インフルエンザワクチン接種と認知症リスク低下との関連性については、一貫性のない結果が報告されており、この関連性は明確になっていない。台湾・Keelung Chang Gung Memorial HospitalのWen-Kang Yang氏らは、全人口および慢性腎臓病(CKD)、慢性閉塞性肺疾患(COPD)、血管性疾患などの認知症高リスク患者におけるインフルエンザワクチン接種と認知症リスクとの関連を評価するため、システマティックレビューおよびメタ解析を実施した。Age and Ageing誌2025年7月1日号の報告。
2025年4月6日までに公表された研究をPubMed、Embase、CENTRALよりシステマティックに検索し、ランダム効果メタ解析を実施した。
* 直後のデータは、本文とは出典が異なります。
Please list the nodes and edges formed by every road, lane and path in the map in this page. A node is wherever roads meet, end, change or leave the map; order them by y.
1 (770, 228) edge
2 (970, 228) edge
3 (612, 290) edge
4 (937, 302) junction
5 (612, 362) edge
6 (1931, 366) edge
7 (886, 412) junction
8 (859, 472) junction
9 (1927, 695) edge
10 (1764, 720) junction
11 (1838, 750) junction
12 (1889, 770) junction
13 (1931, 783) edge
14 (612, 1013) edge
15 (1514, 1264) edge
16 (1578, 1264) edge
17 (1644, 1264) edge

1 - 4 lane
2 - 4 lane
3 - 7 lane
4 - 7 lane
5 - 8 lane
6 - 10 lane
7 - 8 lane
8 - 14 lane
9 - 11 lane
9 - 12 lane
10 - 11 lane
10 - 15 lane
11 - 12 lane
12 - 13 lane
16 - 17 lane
バイアスリスクの評価には、ニューカッスル・オタワ尺度を用いた。
主な結果は以下のとおり。
・8件のコホート研究より993万8,696人をメタ解析に含めた。
・1件を除き、メタ解析に組み込んだ研究のバイアスリスクは低かった。
・インフルエンザワクチン接種は、認知症高リスク患者において認知症発症リスクの低下と関連していたが、全人口においては関連が認められなかった(ハザード比[HR]:0.93、95%信頼区間[CI]:0.86〜1.01)。
・高リスク患者においては、インフルエンザワクチン接種を2回以上受けると認知症発症リスクの低下との関連が認められた。
【2〜3回接種】HR:0.84、95%CI:0.76〜0.92
【4回以上接種】HR:0.43、95%CI:0.38〜0.48
著者らは「インフルエンザワクチン接種と認知症発症リスク低下との関連には、用量反応関係が認められた」と結論付けている。